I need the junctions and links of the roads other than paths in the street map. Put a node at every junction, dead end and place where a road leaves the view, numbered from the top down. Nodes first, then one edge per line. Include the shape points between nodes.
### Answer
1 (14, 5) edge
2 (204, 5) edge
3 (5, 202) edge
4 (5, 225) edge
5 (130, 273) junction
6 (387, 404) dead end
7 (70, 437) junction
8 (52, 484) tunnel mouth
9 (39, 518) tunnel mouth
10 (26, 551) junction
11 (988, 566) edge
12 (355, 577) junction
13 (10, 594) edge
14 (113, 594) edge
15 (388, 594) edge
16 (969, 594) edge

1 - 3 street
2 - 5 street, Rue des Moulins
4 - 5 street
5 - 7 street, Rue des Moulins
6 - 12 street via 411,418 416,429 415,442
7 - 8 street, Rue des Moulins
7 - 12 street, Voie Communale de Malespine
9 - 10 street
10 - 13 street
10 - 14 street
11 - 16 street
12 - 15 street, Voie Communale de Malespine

·····

* _Task details_
Please copy out the preceding data in full, exactly as written.

* _Output for this task_
I need the junctions and links of the roads other than paths in the street map. Put a node at every junction, dead end and place where a road leaves the view, numbered from the top down. Nodes first, then one edge per line. Include the shape points between nodes.
### Answer
1 (14, 5) edge
2 (204, 5) edge
3 (5, 202) edge
4 (5, 225) edge
5 (130, 273) junction
6 (387, 404) dead end
7 (70, 437) junction
8 (52, 484) tunnel mouth
9 (39, 518) tunnel mouth
10 (26, 551) junction
11 (988, 566) edge
12 (355, 577) junction
13 (10, 594) edge
14 (113, 594) edge
15 (388, 594) edge
16 (969, 594) edge

1 - 3 street
2 - 5 street, Rue des Moulins
4 - 5 street
5 - 7 street, Rue des Moulins
6 - 12 street via 411,418 416,429 415,442
7 - 8 street, Rue des Moulins
7 - 12 street, Voie Communale de Malespine
9 - 10 street
10 - 13 street
10 - 14 street
11 - 16 street
12 - 15 street, Voie Communale de Malespine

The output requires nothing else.